To find out the rationale behind having two 1823 apps, the reporter emailed the Information Officer at the Innovation and Technology Bureau. After three working days, the Information Officer replied. She did not comment on the 1823 case but just asked the reporter to refer to the written reply by Mr Nicholas W. Yang, the Secretary for Innovation and Technology, to the question raised by Paul Tse, the Legislative Councilor, on May 22. Mr Yang’s reply stated:“There are various reasons behind whether the number of downloads of a mobile app is high or low, for example, the target user group can be small in size (such as mobile apps for the visually impaired or overseas investors), or the public can obtain services through other channels (such as departmental websites, etc.).”

Raymond Ho: Develop KPI for Different Departments

Ho Man Kit Raymond, the convener of Momentum 107, a non-government association aimed at “prudent use of public money”, criticised the poor strategy adopted by the government to develop mobile apps. He suggested that each governmental department should develop a Key Performance Index (KPI) to evaluate the effectiveness of different apps, for example number of downloads and updates, usage and functions. “I’m not saying that one-million downloads should become a benchmark–different departments and different apps’ functions could have their own KPI,” said Raymond.

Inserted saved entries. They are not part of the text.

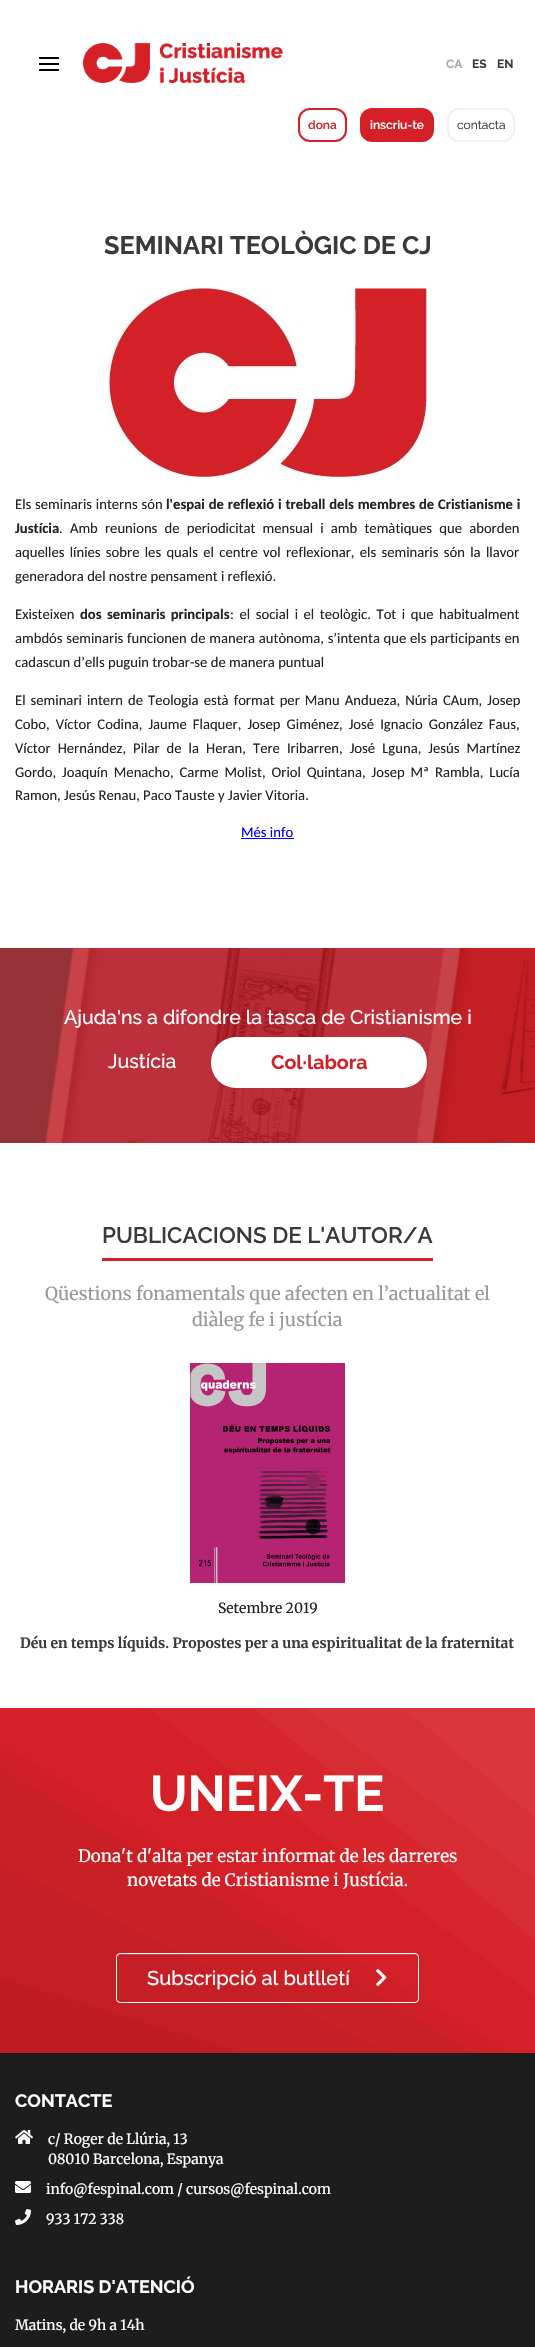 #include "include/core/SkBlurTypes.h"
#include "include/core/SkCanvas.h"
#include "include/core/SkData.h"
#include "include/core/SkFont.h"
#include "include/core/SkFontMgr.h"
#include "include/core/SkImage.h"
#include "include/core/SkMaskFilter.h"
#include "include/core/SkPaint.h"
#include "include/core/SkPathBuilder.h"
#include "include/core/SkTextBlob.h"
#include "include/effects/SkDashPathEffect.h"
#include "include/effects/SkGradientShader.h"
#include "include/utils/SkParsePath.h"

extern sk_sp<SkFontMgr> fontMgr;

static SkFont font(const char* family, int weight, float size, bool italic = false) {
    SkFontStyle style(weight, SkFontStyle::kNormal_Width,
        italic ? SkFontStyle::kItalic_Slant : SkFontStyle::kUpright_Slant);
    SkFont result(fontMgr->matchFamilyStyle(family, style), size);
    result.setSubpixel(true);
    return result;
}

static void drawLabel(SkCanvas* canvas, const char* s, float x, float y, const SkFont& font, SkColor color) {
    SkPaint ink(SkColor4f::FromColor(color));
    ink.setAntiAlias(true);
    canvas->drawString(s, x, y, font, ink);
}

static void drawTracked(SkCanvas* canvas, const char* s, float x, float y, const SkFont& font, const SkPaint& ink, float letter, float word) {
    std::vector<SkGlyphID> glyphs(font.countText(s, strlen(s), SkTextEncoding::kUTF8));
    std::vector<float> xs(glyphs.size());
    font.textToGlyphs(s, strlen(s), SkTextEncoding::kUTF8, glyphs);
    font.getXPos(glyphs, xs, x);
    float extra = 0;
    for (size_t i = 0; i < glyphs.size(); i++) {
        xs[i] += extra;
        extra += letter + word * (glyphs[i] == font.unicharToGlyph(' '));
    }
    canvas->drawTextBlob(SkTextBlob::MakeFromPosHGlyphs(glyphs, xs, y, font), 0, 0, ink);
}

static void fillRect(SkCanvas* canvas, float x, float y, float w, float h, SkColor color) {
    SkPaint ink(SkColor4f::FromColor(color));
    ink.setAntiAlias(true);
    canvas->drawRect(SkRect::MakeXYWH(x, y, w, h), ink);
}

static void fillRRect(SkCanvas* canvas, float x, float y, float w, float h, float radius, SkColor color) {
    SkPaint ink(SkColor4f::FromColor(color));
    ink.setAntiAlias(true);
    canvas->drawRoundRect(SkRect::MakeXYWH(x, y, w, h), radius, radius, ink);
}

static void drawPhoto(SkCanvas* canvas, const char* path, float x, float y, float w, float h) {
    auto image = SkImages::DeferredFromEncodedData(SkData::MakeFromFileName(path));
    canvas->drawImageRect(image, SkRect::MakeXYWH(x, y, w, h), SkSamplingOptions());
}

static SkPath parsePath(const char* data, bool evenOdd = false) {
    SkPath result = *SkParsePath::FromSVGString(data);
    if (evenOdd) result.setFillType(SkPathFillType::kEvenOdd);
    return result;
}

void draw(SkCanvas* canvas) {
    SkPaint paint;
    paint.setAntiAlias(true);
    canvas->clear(0xFFFFFFFF);
    fillRect(canvas, 39, 57, 20, 2, 0xFF000000);
    fillRect(canvas, 39, 63, 20, 2, 0xFF000000);
    fillRect(canvas, 39, 69, 20, 2, 0xFF000000);
    drawPhoto(canvas, "assets/img1.png", 83, 43, 200, 40);
    SkFont font1 = font("Raleway", 700, 12);
    drawLabel(canvas, "CA", 446, 68, font1, 0xFFAAAAAA);
    drawLabel(canvas, "ES", 472, 68, font1, 0xFF3A3A3A);
    drawLabel(canvas, "EN", 497, 68, font1, 0xFF3A3A3A);
    paint.setStroke(true);
    paint.setStrokeWidth(2);
    paint.setColor(0xFFD52027);
    canvas->drawRoundRect(SkRect::MakeXYWH(299, 109, 47, 32), 11, 11, paint);
    SkFont font2 = font("Raleway", 600, 12);
    drawLabel(canvas, "dona", 308, 129, font2, 0xFFD52027);
    paint.setStroke(false);
    canvas->drawRoundRect(SkRect::MakeXYWH(361, 109, 72, 32), 11, 11, paint);
    paint.setStroke(true);
    canvas->drawRoundRect(SkRect::MakeXYWH(361, 109, 72, 32), 11, 11, paint);
    drawLabel(canvas, "inscriu-te", 370, 129, font2, 0xFFFFFFFF);
    paint.setColor(0xFFF2F0F0);
    canvas->drawRoundRect(SkRect::MakeXYWH(448, 109, 66, 32), 11, 11, paint);
    SkFont font3 = font("Raleway", 400, 12);
    drawLabel(canvas, "contacta", 457, 129, font3, 0xFF333333);
    SkFont font4 = font("Raleway", 700, 25.25f);
    drawLabel(canvas, "SEMINARI TEOLÒGIC DE CJ", 104, 254, font4, 0xFF3A3A3A);
    drawPhoto(canvas, "assets/img2.png", 109, 288, 318, 189);
    SkFont font5 = font("Carlito", 400, 14.65f);
    paint.setStroke(false);
    paint.setColor(0xFF222222);
    drawTracked(canvas, "Els seminaris interns són", 15, 509, font5, paint, 0, 0.5f);
    SkFont font6 = font("Carlito", 700, 14.65f);
    drawTracked(canvas, "l'espai de reflexió i treball dels membres de Cristianisme i", 166, 509, font6, paint, 0, 0.5f);
    drawLabel(canvas, "Justícia", 15, 533, font6, 0xFF222222);
    drawTracked(canvas, ". Amb reunions de periodicitat mensual i amb temàtiques que aborden", 59, 533, font5, paint, 0, 3.9f);
    drawTracked(canvas, "aquelles línies sobre les quals el centre vol reflexionar, els seminaris són la llavor", 15, 557, font5, paint, 0, 2);
    drawLabel(canvas, "generadora del nostre pensament i reflexió.", 15, 581, font5, 0xFF222222);
    drawLabel(canvas, "Existeixen", 15, 619, font5, 0xFF222222);
    drawTracked(canvas, "dos seminaris principals", 80, 619, font6, paint, 0, 2);
    drawTracked(canvas, ": el social i el teològic. Tot i que habitualment", 230, 619, font5, paint, 0, 2.25f);
    drawTracked(canvas, "ambdós seminaris funcionen de manera autònoma, s’intenta que els participants en", 15, 643, font5, paint, 0, 0.4f);
    drawLabel(canvas, "cadascun d’ells puguin trobar-se de manera puntual", 15, 667, font5, 0xFF222222);
    drawTracked(canvas, "El seminari intern de Teologia està format per Manu Andueza, Núria CAum, Josep", 15, 705, font5, paint, 0, 1.75f);
    drawTracked(canvas, "Cobo, Víctor Codina, Jaume Flaquer, Josep Giménez, José Ignacio González Faus,", 15, 729, font5, paint, 0, 2.75f);
    drawTracked(canvas, "Víctor Hernández, Pilar de la Heran, Tere Iribarren, José Lguna, Jesús Martínez", 15, 753, font5, paint, 0, 3.75f);
    drawTracked(canvas, "Gordo, Joaquín Menacho, Carme Molist, Oriol Quintana, Josep Mª Rambla, Lucía", 15, 777, font5, paint, 0, 2.6f);
    drawLabel(canvas, "Ramon, Jesús Renau, Paco Tauste y Javier Vitoria.", 15, 800, font5, 0xFF222222);
    drawLabel(canvas, "Més info", 241, 837, font5, 0xFF0000FF);
    fillRect(canvas, 241, 838, 53, 1, 0xFF0000FF);
    drawPhoto(canvas, "assets/img3.png", 0, 948, 535, 195);
    SkFont font7 = font("Raleway", 500, 19.6f);
    drawLabel(canvas, "Ajuda'ns a difondre la tasca de Cristianisme i", 64, 1024, font7, 0xFFFFFFFF);
    drawLabel(canvas, "Justícia", 108, 1068, font7, 0xFFFFFFFF);
    fillRRect(canvas, 211, 1037, 216, 51, 25, 0xFFFFFFFF);
    SkFont font8 = font("Raleway", 700, 19.6f);
    drawLabel(canvas, "Col·labora", 271, 1069, font8, 0xFFD52027);
    fillRect(canvas, 102, 1258, 331, 3, 0xFFD52027);
    SkFont font9 = font("Raleway", 600, 22.4f);
    drawLabel(canvas, "PUBLICACIONS DE L'AUTOR/A", 102, 1243, font9, 0xFF3A3A3A);
    SkFont font10 = font("Merriweather", 400, 18);
    drawLabel(canvas, "Qüestions fonamentals que afecten en l’actualitat el", 45, 1300, font10, 0xFF9A9A9A);
    drawLabel(canvas, "diàleg fe i justícia", 192, 1326, font10, 0xFF9A9A9A);
    drawPhoto(canvas, "assets/img4.png", 190, 1363, 155, 220);
    SkFont font11 = font("Merriweather", 400, 14);
    drawLabel(canvas, "Setembre 2019", 218, 1613, font11, 0xFF222222);
    SkFont font12 = font("Merriweather", 700, 14);
    drawLabel(canvas, "Déu en temps líquids. Propostes per a una espiritualitat de la fraternitat", 20, 1648, font12, 0xFF3A3A3A);
    fillRect(canvas, 0, 1708, 535, 345, 0xFFD52027);
    drawPhoto(canvas, "assets/img5.png", 0, 1708, 535, 345);
    SkFont font13 = font("Raleway", 700, 50);
    drawLabel(canvas, "UNEIX-TE", 150, 1811, font13, 0xFFFFFFFF);
    SkFont font14 = font("Merriweather", 400, 17);
    drawLabel(canvas, "Dona't d'alta per estar informat de les darreres", 78, 1862, font14, 0xFFFFFFFF);
    drawLabel(canvas, "novetats de Cristianisme i Justícia.", 127, 1886, font14, 0xFFFFFFFF);
    canvas->save();
    canvas->clipPath(parsePath("M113 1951H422V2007H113ZM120 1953H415C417 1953 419 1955 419 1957V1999C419 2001 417 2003 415 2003H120C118 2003 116 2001 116 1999V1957C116 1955 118 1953 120 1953Z", true), true);
    paint.setColor(0x12000000);
    paint.setMaskFilter(SkMaskFilter::MakeBlur(kNormal_SkBlurStyle, 0.5f));
    canvas->drawRoundRect(SkRect::MakeXYWH(116, 1954, 303, 50), 4, 4, paint);
    paint.setMaskFilter(nullptr);
    canvas->restore();
    paint.setColor(0x26FFFFFF);
    canvas->drawPath(parsePath("M120 1955H415C417 1955 418 1956 418 1958L417 1955L416 1954H120C118 1954 117 1956 117 1958C117 1956 118 1955 120 1955Z"), paint);
    paint.setStroke(true);
    paint.setStrokeWidth(1);
    paint.setColor(0xFFFFFFFF);
    canvas->drawRoundRect(SkRect::MakeXYWH(116.5f, 1953.5f, 302, 49), 3.5f, 3.5f, paint);
    SkFont font15 = font("Raleway", 500, 20);
    drawLabel(canvas, "Subscripció al butlletí", 147, 1985, font15, 0xFFFFFFFF);
    drawPhoto(canvas, "assets/img6.png", 376, 1969, 11, 17);
    fillRect(canvas, 0, 2053, 535, 294, 0xFF1D1D1D);
    SkFont font16 = font("Raleway", 700, 18);
    drawLabel(canvas, "CONTACTE", 15, 2107, font16, 0xFFFFFFFF);
    drawPhoto(canvas, "assets/img7.png", 15, 2130, 18, 14);
    drawLabel(canvas, "c/ Roger de Llúria, 13", 48, 2144, font11, 0xFFFFFFFF);
    drawLabel(canvas, "08010 Barcelona, Espanya", 48, 2164, font11, 0xFFFFFFFF);
    drawPhoto(canvas, "assets/img8.png", 15, 2181, 16, 12);
    drawLabel(canvas, "info@fespinal.com / cursos@fespinal.com", 46, 2194, font11, 0xFFFFFFFF);
    drawPhoto(canvas, "assets/img9.png", 15, 2209, 16, 16);
    drawLabel(canvas, "933 172 338", 46, 2224, font11, 0xFFFFFFFF);
    drawLabel(canvas, "HORARIS D'ATENCIÓ", 15, 2293, font16, 0xFFFFFFFF);
    drawLabel(canvas, "Matins, de 9h a 14h", 15, 2330, font11, 0xFFFFFFFF);
}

“Ambitious Plan, Poor Strategy”

Raymond also advised the government to adopt an holistic approach to implementing its “ambitious” app development plan. He suggested that instead of the app design process being department focused, with individual departments designing their own apps, it should be user orientated. For example, different departments should work together to design a single app for the youth that provides information related to the services available to them.“You can have an integrated app which contains scholarship information provided by the Education Bureau, job vacancies by the Labour Department and application details for a working visa by the Immigration Department,” suggested Raymond. He also hoped that the government would invite young people to participate in the government app design process.